* [Task]:
Please restate the records below verbatim, omitting every image they hold.
(Source material begins)
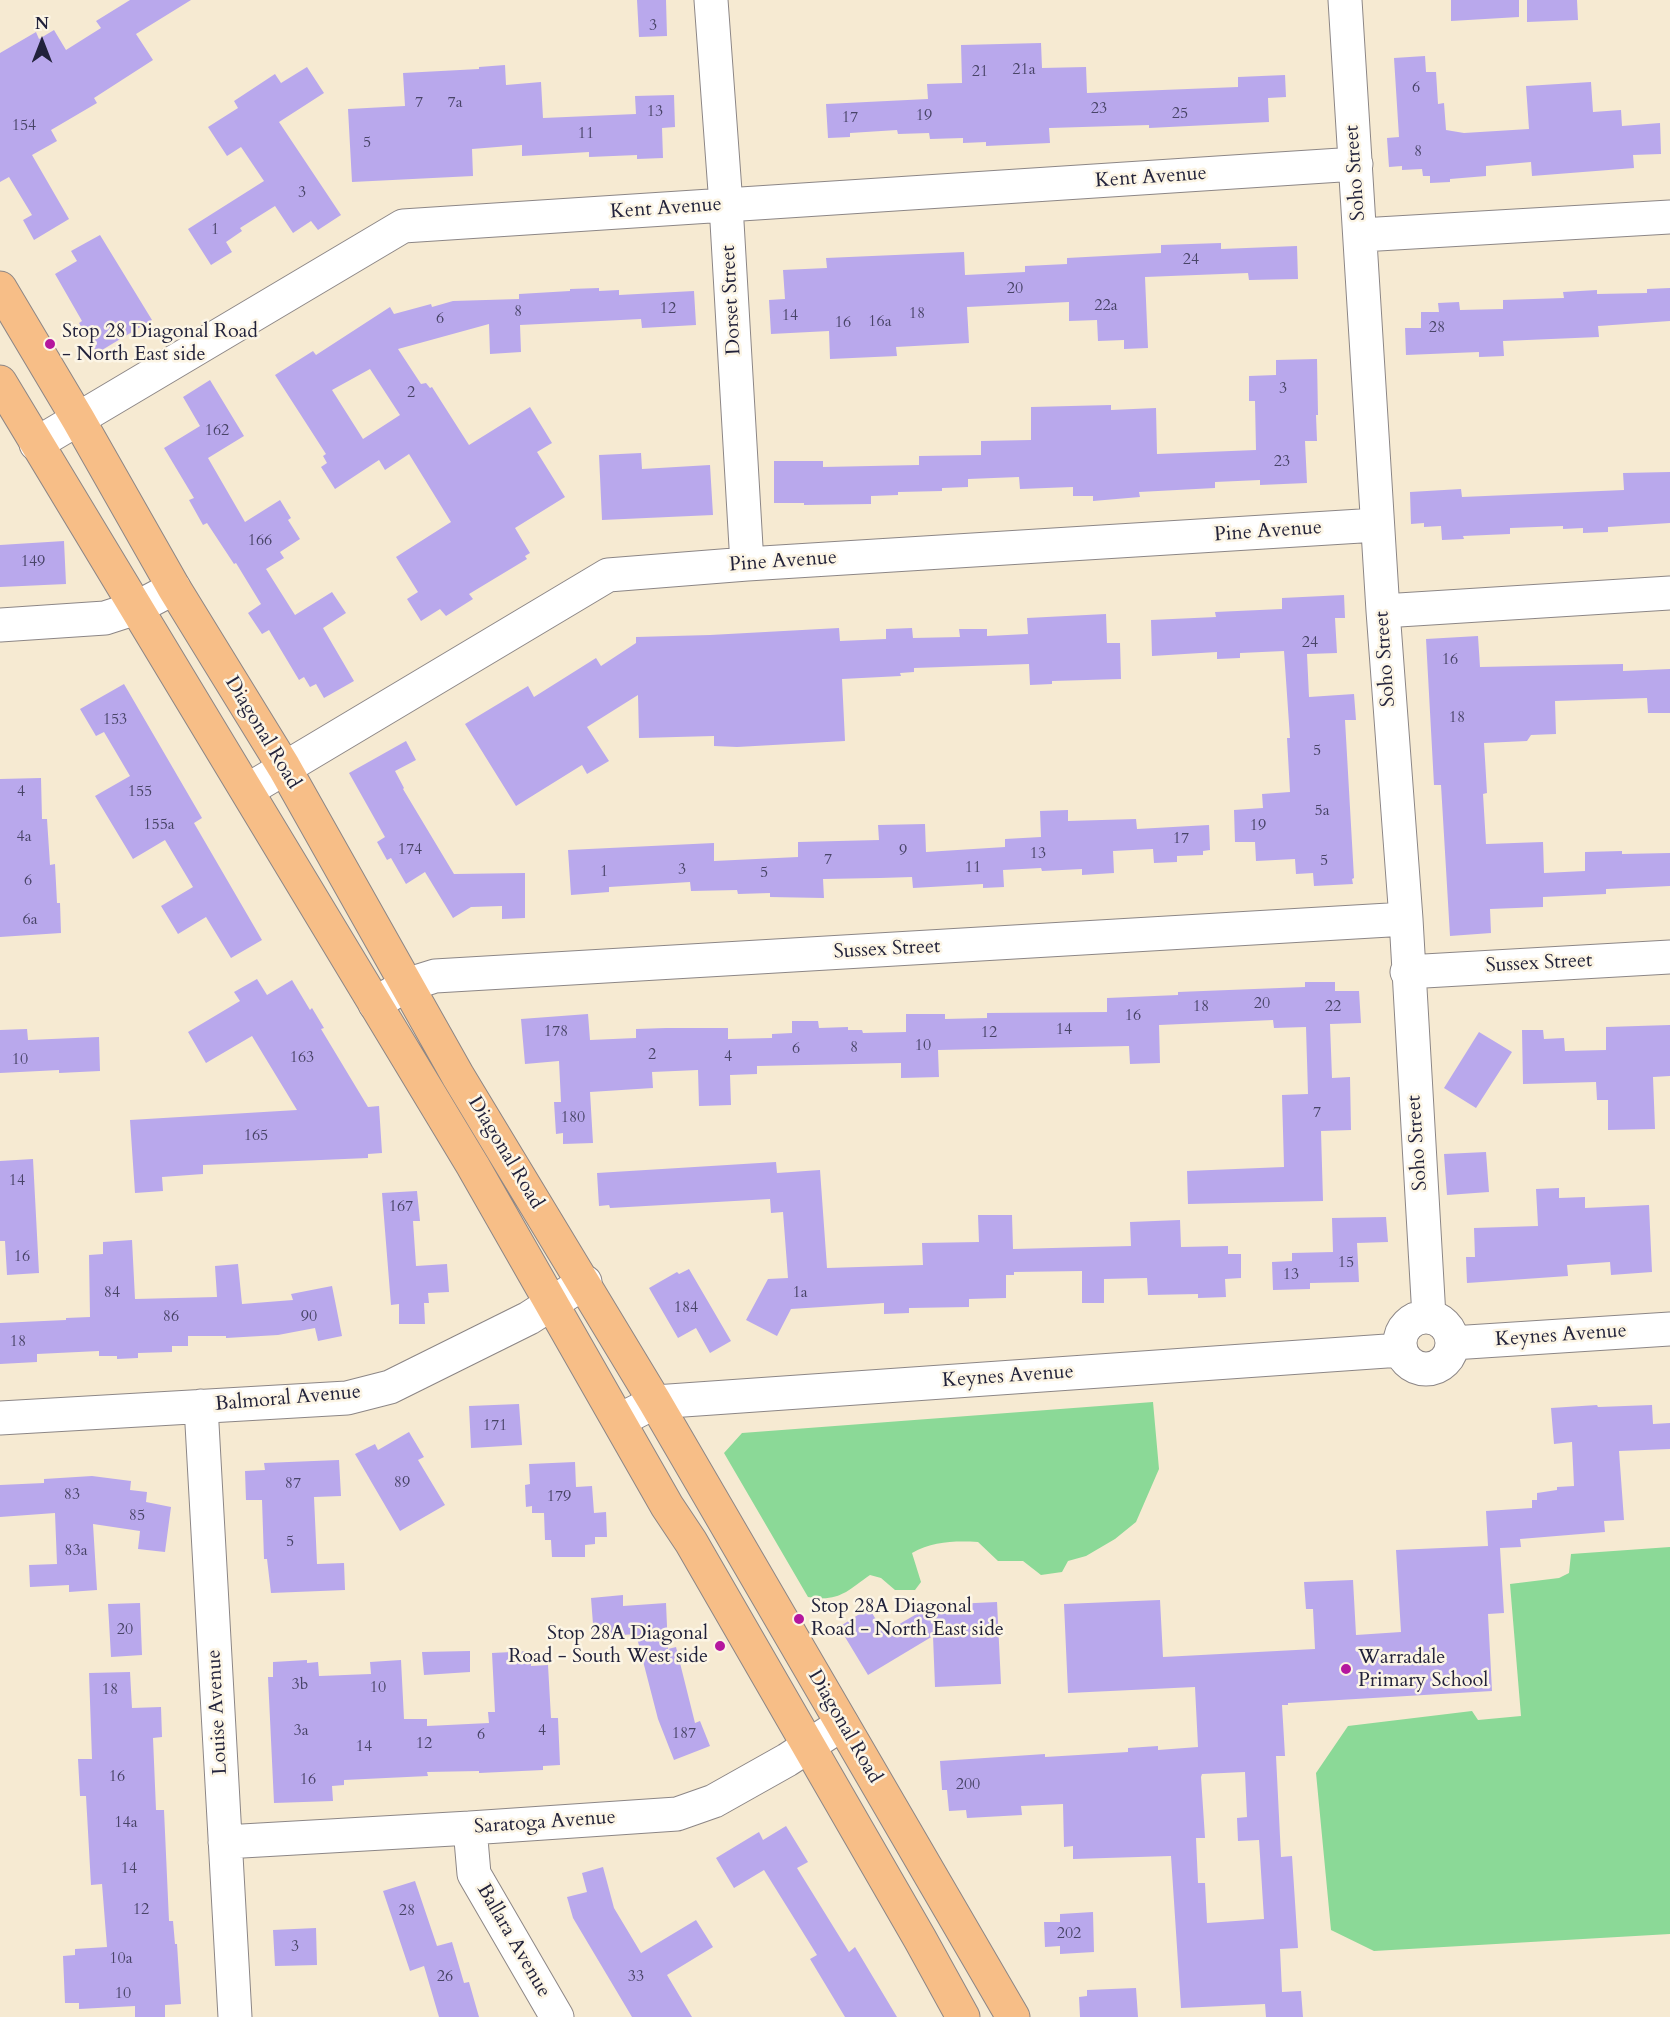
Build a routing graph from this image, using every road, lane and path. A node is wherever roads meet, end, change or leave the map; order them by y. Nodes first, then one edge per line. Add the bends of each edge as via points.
1 (711, 0) edge
2 (1345, 0) edge
3 (1356, 164) junction
4 (726, 205) junction
5 (1670, 217) edge
6 (1360, 235) junction
7 (0, 288) edge
8 (0, 382) edge
9 (78, 418) junction
10 (36, 444) junction
11 (1377, 525) junction
12 (747, 564) junction
13 (174, 588) junction
14 (1670, 593) edge
15 (136, 608) junction
16 (1383, 611) junction
17 (0, 625) edge
18 (284, 767) junction
19 (248, 790) junction
20 (1406, 920) junction
21 (1670, 957) edge
22 (1407, 972) junction
23 (406, 985) junction
24 (375, 1004) junction
25 (585, 1282) junction
26 (551, 1304) junction
27 (1429, 1317) junction
28 (1670, 1329) edge
29 (1452, 1343) junction
30 (1401, 1350) junction
31 (655, 1401) junction
32 (201, 1406) junction
33 (0, 1418) edge
34 (620, 1420) junction
35 (842, 1724) junction
36 (809, 1746) junction
37 (470, 1828) junction
38 (225, 1842) junction
39 (235, 2017) edge
40 (557, 2017) edge
41 (963, 2017) edge
42 (1013, 2017) edge

1 - 4 street, Dorset Street
2 - 3 street, Soho Street
3 - 4 street, Kent Avenue
3 - 6 street, Soho Street
4 - 9 street, Kent Avenue via 403,226
4 - 12 street, Dorset Street
5 - 6 street
6 - 11 street, Soho Street
7 - 9 main road, Diagonal Road
8 - 10 main road, Diagonal Road
9 - 10 street, Kent Avenue
9 - 13 main road, Diagonal Road
10 - 15 main road, Diagonal Road
11 - 12 street, Pine Avenue
11 - 16 street, Soho Street
12 - 18 street, Pine Avenue via 608,575
13 - 15 street
13 - 18 main road, Diagonal Road
14 - 16 street
15 - 17 street via 105,618
15 - 19 main road, Diagonal Road
16 - 20 street, Soho Street
18 - 19 street, Pine Avenue
18 - 23 main road, Diagonal Road
19 - 24 main road, Diagonal Road
20 - 22 street, Soho Street
20 - 23 street, Sussex Street via 435,976
21 - 22 street, Sussex Street
22 - 27 street, Soho Street
23 - 24 street, Sussex Street
23 - 25 main road, Diagonal Road
24 - 26 main road, Diagonal Road
25 - 26 street, Balmoral Avenue
25 - 31 main road, Diagonal Road
26 - 32 street, Balmoral Avenue via 390,1387 347,1398
26 - 34 main road, Diagonal Road
27 - 29 street via 1445,1325
27 - 30 street via 1412,1320 1405,1327
28 - 29 street, Keynes Avenue
29 - 30 street via 1446,1359 1428,1369 1411,1364
30 - 31 street, Keynes Avenue
31 - 34 street, Keynes Avenue
31 - 35 main road, Diagonal Road
32 - 33 street, Balmoral Avenue
32 - 38 street, Louise Avenue
34 - 36 main road, Diagonal Road
35 - 36 street, Saratoga Avenue
35 - 42 main road, Diagonal Road
36 - 37 street, Saratoga Avenue via 714,1801 677,1814
36 - 41 main road, Diagonal Road
37 - 38 street, Saratoga Avenue
37 - 40 street, Ballara Avenue via 474,1874
38 - 39 street, Louise Avenue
(Source material ends)
* [Result]:
Build a routing graph from this image, using every road, lane and path. A node is wherever roads meet, end, change or leave the map; order them by y. Nodes first, then one edge per line. Add the bends of each edge as via points.
1 (711, 0) edge
2 (1345, 0) edge
3 (1356, 164) junction
4 (726, 205) junction
5 (1670, 217) edge
6 (1360, 235) junction
7 (0, 288) edge
8 (0, 382) edge
9 (78, 418) junction
10 (36, 444) junction
11 (1377, 525) junction
12 (747, 564) junction
13 (174, 588) junction
14 (1670, 593) edge
15 (136, 608) junction
16 (1383, 611) junction
17 (0, 625) edge
18 (284, 767) junction
19 (248, 790) junction
20 (1406, 920) junction
21 (1670, 957) edge
22 (1407, 972) junction
23 (406, 985) junction
24 (375, 1004) junction
25 (585, 1282) junction
26 (551, 1304) junction
27 (1429, 1317) junction
28 (1670, 1329) edge
29 (1452, 1343) junction
30 (1401, 1350) junction
31 (655, 1401) junction
32 (201, 1406) junction
33 (0, 1418) edge
34 (620, 1420) junction
35 (842, 1724) junction
36 (809, 1746) junction
37 (470, 1828) junction
38 (225, 1842) junction
39 (235, 2017) edge
40 (557, 2017) edge
41 (963, 2017) edge
42 (1013, 2017) edge

1 - 4 street, Dorset Street
2 - 3 street, Soho Street
3 - 4 street, Kent Avenue
3 - 6 street, Soho Street
4 - 9 street, Kent Avenue via 403,226
4 - 12 street, Dorset Street
5 - 6 street
6 - 11 street, Soho Street
7 - 9 main road, Diagonal Road
8 - 10 main road, Diagonal Road
9 - 10 street, Kent Avenue
9 - 13 main road, Diagonal Road
10 - 15 main road, Diagonal Road
11 - 12 street, Pine Avenue
11 - 16 street, Soho Street
12 - 18 street, Pine Avenue via 608,575
13 - 15 street
13 - 18 main road, Diagonal Road
14 - 16 street
15 - 17 street via 105,618
15 - 19 main road, Diagonal Road
16 - 20 street, Soho Street
18 - 19 street, Pine Avenue
18 - 23 main road, Diagonal Road
19 - 24 main road, Diagonal Road
20 - 22 street, Soho Street
20 - 23 street, Sussex Street via 435,976
21 - 22 street, Sussex Street
22 - 27 street, Soho Street
23 - 24 street, Sussex Street
23 - 25 main road, Diagonal Road
24 - 26 main road, Diagonal Road
25 - 26 street, Balmoral Avenue
25 - 31 main road, Diagonal Road
26 - 32 street, Balmoral Avenue via 390,1387 347,1398
26 - 34 main road, Diagonal Road
27 - 29 street via 1445,1325
27 - 30 street via 1412,1320 1405,1327
28 - 29 street, Keynes Avenue
29 - 30 street via 1446,1359 1428,1369 1411,1364
30 - 31 street, Keynes Avenue
31 - 34 street, Keynes Avenue
31 - 35 main road, Diagonal Road
32 - 33 street, Balmoral Avenue
32 - 38 street, Louise Avenue
34 - 36 main road, Diagonal Road
35 - 36 street, Saratoga Avenue
35 - 42 main road, Diagonal Road
36 - 37 street, Saratoga Avenue via 714,1801 677,1814
36 - 41 main road, Diagonal Road
37 - 38 street, Saratoga Avenue
37 - 40 street, Ballara Avenue via 474,1874
38 - 39 street, Louise Avenue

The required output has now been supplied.